75.Memorandum from Dr Gillian Craig (MIB
Clause 4. Best Interests
The criteria used to consider "best interest"
are far too vague. Lord Brandon's "principle of necessity"
has proved its worth and should not be lightly discarded. A treatment
should be considered "necessary" "if, but only
if, it is carried out to save their lives, or to ensure improvement
or prevent deterioration in their physical or mental well-being."
[Reference Re F(1990)2ACI]
The principle of necessity has proved valuable
to doctors faced with the management of patients with mental incapacity,
for example those with severe dementia or strokes, who are unable
to give informed consent about necessary care. It was also used
to good effect by a Judge in Australia who intervened to save
the life of a 37 year old man, who languished untreated and in
danger of death in a hospital in Sydney. (Northridge v Central
Sydney Area Health Service  NSWSC 1241 (29 December 2000)

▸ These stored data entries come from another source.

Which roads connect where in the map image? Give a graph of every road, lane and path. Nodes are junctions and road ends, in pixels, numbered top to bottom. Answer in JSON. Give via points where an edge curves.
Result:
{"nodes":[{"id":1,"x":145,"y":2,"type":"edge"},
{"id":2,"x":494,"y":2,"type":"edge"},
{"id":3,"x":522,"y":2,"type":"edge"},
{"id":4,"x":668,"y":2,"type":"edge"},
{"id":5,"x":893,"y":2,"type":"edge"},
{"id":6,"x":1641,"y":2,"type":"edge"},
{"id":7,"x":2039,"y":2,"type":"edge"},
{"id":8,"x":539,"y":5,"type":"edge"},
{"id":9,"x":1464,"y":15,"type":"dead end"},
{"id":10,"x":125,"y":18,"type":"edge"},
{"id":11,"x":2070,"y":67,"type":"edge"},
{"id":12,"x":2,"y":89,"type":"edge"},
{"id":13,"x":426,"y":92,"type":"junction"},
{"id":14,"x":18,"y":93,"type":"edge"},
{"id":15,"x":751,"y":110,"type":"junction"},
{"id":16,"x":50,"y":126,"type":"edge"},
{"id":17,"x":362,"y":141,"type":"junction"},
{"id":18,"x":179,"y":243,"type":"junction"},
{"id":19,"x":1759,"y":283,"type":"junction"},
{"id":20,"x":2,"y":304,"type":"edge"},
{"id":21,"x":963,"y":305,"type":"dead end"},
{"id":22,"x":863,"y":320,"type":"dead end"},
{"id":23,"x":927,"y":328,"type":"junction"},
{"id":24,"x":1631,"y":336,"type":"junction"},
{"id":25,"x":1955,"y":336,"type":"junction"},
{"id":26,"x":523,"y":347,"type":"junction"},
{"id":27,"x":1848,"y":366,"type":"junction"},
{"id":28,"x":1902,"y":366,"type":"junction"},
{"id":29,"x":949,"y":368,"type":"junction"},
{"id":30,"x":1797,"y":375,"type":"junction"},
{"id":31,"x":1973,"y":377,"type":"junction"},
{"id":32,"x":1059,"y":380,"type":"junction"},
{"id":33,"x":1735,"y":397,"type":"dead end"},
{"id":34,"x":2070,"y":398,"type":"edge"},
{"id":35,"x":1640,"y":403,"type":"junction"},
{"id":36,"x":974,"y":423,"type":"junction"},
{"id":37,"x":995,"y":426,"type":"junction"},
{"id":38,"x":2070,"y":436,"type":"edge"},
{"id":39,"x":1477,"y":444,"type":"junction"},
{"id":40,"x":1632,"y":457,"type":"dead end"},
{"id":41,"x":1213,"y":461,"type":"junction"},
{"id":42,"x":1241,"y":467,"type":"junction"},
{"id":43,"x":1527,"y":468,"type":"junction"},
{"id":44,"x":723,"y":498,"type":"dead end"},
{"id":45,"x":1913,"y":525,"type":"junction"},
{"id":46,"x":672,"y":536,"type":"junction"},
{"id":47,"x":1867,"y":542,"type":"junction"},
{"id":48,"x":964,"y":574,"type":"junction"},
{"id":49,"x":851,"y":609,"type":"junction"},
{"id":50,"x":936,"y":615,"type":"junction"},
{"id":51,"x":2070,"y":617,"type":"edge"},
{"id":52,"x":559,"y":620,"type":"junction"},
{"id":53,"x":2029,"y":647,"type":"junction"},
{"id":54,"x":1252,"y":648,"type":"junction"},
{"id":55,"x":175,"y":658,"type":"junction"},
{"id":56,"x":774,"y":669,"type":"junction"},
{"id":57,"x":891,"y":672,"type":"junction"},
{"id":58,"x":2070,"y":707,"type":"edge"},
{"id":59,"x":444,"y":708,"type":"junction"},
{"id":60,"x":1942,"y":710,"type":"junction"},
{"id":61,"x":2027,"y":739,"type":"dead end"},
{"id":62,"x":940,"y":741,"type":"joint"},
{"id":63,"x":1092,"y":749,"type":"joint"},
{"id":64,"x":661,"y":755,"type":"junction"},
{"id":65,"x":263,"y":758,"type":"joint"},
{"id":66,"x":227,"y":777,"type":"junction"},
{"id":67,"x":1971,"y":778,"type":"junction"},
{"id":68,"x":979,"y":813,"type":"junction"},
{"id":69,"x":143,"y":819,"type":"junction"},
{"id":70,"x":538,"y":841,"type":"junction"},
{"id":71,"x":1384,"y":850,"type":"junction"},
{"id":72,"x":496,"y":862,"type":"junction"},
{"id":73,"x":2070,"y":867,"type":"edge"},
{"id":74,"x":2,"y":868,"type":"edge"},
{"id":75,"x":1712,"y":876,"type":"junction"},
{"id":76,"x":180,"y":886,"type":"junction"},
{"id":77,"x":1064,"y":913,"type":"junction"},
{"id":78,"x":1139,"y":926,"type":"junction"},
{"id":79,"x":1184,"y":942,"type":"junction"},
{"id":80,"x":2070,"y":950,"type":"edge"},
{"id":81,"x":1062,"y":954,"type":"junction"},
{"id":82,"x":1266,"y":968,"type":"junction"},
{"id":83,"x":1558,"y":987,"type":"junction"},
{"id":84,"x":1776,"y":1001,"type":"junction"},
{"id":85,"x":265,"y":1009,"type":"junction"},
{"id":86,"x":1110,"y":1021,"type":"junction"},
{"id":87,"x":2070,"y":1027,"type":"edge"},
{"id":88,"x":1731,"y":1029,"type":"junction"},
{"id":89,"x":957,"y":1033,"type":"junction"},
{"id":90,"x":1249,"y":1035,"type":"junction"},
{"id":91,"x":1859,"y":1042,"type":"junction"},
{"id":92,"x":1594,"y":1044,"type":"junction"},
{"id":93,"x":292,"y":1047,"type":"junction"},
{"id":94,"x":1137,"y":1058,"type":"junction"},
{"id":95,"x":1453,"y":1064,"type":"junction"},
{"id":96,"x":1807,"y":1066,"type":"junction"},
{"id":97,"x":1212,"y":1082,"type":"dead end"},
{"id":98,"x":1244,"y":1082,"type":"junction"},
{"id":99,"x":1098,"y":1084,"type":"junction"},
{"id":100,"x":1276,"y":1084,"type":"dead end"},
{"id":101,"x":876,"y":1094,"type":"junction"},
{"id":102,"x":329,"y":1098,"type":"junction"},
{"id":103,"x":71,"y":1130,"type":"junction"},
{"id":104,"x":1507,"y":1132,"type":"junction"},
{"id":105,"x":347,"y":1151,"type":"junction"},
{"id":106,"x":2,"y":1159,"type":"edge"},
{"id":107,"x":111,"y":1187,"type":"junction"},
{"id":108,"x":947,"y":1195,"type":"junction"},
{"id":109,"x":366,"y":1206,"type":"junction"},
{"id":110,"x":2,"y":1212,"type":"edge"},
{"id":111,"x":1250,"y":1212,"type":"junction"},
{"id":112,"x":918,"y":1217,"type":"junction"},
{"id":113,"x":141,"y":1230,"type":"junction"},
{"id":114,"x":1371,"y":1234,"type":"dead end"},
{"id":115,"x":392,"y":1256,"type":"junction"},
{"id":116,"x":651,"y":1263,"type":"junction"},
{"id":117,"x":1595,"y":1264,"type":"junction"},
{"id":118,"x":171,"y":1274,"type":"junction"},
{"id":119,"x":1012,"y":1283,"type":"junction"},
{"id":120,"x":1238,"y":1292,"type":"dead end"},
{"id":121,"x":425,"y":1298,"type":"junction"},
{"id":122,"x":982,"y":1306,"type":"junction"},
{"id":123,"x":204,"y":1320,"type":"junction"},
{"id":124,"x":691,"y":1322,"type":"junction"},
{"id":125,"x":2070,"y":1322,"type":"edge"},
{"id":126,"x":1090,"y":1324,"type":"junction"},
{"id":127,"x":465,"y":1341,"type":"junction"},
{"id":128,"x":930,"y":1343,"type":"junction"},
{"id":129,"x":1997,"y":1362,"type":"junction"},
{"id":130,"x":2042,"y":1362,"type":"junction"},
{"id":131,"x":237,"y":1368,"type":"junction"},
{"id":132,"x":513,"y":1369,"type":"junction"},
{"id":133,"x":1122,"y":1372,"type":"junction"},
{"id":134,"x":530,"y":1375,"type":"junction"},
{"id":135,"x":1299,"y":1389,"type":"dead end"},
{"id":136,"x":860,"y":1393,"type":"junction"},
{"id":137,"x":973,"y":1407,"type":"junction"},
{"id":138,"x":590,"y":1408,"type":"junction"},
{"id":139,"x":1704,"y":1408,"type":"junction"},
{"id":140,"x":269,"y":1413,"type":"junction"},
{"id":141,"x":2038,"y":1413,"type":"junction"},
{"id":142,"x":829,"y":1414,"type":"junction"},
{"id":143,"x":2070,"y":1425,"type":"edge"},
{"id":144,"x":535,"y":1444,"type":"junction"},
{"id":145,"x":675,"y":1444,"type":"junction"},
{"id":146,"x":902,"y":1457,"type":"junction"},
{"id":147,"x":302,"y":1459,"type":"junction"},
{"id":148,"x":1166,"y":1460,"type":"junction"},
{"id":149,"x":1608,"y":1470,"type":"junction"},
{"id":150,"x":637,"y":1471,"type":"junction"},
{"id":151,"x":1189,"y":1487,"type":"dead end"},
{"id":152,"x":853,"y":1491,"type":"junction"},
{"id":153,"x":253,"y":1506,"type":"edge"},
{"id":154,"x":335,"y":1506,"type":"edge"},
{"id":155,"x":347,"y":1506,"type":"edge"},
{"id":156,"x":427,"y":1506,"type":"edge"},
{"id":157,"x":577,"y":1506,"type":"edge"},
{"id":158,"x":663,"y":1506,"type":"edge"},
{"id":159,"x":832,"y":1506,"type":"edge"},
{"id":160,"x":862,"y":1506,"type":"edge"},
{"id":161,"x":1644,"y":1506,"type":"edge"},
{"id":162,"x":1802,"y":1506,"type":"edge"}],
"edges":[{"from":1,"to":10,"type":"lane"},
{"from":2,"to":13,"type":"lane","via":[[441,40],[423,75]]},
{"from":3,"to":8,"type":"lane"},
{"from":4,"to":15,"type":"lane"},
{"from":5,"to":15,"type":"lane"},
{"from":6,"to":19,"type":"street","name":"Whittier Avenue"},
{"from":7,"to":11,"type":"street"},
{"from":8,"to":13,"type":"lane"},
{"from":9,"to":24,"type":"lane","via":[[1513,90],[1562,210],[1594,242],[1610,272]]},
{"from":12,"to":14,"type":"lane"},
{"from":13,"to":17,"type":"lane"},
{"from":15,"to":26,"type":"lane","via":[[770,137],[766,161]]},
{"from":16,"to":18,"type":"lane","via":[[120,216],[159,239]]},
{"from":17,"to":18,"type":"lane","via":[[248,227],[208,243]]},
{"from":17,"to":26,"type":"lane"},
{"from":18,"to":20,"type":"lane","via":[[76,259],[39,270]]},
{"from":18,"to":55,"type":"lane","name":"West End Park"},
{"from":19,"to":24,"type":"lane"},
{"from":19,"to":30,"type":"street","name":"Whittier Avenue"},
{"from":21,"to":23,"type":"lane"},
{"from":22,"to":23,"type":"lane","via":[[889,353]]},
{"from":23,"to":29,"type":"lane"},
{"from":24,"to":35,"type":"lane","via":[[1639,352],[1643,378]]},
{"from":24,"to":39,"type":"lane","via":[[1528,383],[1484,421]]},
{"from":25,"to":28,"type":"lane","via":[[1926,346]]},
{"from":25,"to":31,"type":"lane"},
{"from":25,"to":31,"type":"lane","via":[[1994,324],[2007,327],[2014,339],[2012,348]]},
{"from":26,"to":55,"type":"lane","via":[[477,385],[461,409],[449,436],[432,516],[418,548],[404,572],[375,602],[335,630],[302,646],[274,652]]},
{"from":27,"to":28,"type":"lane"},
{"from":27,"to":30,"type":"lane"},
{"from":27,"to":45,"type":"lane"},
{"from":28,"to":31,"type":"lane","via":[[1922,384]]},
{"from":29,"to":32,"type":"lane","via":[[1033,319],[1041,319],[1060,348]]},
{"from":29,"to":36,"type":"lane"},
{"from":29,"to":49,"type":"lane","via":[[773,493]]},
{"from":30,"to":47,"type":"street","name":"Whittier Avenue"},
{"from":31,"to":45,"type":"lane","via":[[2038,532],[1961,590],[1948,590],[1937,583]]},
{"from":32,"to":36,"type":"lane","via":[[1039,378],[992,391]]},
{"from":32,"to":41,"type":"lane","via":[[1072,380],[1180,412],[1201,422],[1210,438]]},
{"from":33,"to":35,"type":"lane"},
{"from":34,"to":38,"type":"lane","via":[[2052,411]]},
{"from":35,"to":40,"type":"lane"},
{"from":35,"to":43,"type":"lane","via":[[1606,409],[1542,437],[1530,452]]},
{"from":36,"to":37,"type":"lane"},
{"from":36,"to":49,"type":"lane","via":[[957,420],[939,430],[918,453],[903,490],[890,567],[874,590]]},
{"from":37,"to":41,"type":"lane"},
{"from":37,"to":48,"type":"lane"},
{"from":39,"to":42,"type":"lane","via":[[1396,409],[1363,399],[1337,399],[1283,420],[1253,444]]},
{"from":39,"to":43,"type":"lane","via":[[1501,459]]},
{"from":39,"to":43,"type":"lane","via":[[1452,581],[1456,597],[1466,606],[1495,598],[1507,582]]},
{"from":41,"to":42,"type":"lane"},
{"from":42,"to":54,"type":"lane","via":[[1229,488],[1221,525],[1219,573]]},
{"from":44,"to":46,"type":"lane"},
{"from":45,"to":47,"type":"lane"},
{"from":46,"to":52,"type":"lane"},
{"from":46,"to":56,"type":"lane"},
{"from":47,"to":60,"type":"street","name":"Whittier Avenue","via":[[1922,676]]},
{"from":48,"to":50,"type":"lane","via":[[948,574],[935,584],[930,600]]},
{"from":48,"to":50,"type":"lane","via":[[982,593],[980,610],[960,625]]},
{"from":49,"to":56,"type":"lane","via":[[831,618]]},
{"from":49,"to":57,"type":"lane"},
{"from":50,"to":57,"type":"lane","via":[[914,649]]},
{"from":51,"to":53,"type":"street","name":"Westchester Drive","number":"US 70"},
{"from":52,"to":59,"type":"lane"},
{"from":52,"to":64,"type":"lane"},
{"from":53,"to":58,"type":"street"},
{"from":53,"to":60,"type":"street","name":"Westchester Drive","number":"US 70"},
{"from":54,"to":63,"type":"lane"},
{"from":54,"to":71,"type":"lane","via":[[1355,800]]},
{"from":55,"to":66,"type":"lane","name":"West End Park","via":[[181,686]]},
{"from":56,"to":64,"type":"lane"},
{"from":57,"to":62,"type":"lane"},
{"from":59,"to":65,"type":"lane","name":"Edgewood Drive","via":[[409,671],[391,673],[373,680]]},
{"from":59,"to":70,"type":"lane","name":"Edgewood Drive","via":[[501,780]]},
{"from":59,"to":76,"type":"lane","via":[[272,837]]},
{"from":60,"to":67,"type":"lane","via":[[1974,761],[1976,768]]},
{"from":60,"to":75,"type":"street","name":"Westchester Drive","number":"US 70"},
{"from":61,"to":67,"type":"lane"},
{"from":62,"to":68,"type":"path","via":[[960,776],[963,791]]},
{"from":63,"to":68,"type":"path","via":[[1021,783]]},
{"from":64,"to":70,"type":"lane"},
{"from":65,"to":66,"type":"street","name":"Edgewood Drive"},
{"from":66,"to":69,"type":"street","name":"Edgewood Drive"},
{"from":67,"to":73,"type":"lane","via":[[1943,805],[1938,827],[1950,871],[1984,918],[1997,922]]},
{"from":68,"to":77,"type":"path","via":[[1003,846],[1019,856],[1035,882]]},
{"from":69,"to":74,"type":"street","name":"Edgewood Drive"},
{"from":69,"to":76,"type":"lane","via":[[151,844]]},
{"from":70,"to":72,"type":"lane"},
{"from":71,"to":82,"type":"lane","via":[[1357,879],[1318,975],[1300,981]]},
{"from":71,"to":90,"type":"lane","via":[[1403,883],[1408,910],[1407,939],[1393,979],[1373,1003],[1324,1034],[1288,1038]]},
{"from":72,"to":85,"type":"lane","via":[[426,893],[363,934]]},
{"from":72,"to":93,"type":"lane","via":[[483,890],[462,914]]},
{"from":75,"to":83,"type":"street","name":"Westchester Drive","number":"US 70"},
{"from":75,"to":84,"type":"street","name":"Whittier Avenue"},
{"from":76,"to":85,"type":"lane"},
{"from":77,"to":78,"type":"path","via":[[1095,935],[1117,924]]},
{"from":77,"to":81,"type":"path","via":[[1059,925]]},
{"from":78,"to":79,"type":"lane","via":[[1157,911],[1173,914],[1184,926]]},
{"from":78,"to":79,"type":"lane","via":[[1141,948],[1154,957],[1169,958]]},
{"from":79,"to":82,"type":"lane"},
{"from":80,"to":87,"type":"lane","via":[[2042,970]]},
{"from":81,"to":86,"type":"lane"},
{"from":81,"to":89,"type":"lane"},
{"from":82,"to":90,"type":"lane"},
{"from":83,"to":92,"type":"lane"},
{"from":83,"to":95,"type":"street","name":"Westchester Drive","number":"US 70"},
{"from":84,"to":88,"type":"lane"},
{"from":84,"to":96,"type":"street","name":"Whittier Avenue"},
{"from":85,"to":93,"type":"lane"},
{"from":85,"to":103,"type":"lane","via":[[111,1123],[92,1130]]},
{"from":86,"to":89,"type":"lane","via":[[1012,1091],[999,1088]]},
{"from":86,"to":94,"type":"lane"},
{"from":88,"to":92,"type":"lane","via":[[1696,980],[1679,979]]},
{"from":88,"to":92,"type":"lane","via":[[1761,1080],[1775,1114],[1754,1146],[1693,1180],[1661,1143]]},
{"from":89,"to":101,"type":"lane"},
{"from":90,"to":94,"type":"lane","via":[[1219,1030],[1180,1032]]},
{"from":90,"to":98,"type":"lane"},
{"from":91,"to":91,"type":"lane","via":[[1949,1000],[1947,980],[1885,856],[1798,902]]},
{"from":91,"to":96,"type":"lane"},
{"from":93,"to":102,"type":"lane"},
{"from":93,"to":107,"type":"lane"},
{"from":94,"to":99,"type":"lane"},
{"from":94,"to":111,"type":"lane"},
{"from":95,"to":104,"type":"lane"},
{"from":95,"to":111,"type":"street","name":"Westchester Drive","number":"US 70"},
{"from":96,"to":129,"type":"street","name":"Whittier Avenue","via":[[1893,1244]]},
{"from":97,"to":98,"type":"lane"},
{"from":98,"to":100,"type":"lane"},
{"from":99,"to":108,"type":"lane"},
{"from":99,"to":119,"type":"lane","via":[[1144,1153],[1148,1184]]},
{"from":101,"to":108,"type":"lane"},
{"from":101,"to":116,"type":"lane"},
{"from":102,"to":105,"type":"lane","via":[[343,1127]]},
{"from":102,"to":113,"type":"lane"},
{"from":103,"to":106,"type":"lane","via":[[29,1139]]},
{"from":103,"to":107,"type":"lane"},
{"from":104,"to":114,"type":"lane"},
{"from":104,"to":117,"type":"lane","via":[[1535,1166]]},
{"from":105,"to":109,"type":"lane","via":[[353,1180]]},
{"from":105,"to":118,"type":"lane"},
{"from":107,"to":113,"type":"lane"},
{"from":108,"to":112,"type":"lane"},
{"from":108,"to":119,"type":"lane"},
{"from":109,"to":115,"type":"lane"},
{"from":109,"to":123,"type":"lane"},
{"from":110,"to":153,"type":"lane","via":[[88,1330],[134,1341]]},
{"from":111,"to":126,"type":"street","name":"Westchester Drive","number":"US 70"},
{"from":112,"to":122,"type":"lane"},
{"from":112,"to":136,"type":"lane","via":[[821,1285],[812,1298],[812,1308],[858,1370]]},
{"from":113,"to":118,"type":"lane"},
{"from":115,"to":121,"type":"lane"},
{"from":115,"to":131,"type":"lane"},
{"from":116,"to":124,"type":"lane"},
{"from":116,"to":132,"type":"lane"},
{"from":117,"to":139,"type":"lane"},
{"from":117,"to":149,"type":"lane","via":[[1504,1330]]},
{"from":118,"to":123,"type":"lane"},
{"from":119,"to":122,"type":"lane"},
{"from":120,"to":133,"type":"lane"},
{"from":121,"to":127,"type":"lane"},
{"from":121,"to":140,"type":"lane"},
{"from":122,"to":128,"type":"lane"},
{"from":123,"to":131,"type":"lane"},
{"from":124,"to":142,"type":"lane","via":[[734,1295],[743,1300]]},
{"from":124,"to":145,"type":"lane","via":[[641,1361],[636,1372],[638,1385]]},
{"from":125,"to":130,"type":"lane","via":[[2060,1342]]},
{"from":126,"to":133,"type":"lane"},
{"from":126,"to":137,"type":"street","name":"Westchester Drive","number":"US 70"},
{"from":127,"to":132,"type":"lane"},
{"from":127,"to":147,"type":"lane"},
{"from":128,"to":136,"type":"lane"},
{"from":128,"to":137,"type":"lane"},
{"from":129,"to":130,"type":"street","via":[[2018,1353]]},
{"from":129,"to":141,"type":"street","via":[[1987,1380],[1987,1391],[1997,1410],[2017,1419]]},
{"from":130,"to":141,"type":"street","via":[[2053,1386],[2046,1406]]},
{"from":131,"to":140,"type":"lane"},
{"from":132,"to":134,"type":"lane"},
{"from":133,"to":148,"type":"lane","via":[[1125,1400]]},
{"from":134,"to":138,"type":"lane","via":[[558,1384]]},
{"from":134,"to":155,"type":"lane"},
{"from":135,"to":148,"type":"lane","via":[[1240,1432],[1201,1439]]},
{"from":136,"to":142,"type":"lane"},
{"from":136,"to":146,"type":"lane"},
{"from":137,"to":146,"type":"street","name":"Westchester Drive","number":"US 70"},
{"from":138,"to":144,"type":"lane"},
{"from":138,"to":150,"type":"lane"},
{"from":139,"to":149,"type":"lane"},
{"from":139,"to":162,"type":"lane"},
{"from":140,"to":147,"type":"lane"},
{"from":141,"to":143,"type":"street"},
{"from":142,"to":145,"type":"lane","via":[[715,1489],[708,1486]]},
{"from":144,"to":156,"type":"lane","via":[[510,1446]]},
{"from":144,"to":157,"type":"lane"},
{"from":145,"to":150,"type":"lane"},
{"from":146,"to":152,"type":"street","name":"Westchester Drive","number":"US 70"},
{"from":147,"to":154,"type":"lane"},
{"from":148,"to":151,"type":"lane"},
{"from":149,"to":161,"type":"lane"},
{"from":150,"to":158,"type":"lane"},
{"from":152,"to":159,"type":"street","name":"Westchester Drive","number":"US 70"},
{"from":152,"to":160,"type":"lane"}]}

Parliament should not ignore the views of the
House of Lord's Select Committee on Medical Ethics of 1994. They
considered that life-prolonging fluids and nutrition should not
be withheld unless the means of administration is evidently burdensome
to the patient. Yet in hospitals all over the UK elderly patients
are having such measures withheld. It is in no one's best interest
to be starved to death.
Mrs X was an elderly lady who had suffered
a stroke. She was admitted to hospital semi-conscious. Within
days of admission a "not for resuscitation order" was
issued against the wishes of her son. She was given subcutaneous
fluids for some days. On the 12th day a nasogastric tube was passed,
through which she was given virtually nothing but tap-water until
she died, grossly emaciated, seven and a half weeks after admission.
This calculated negligence was considered to be in her best interest!
Clause 6. General Authority
(3a) This should be altered to permit a person
"to reimburse himself out of money in P's possession, with
the approval of a relative or other responsible person."
(Unless the words in italics are added, a person could incur expenditure
and help themselves to an incapacitated person's money without
so much as a "by your leave."
This clause should be clarified to make provision
for appeal to the Court of Protection in the event of any serious
dispute about decisions made by the persons mentioned in 2a, and
2b. Therefore I suggest that you add a third point 2c as follows
(c) In the event of serious concern about
decisions made in sections (a) or (b) above, a ruling should be
sought from a court.
Clause 16(4a and b)
I note that the proposed Court of Protection
will operate on the understanding that a decision by the Court
is preferable to the appointment of a deputy, and that the powers
of any such deputy "should be as limited in scope and duration
as possible." This surely throws into question the whole
issue of proxy-decision makers! Yet under the terms of the draft
Bill, it is proposed to permit members of the public to appoint
deputies (ie proxy decision-makers) with power to make crucial
life and death decisions on their behalf. This makes little sense!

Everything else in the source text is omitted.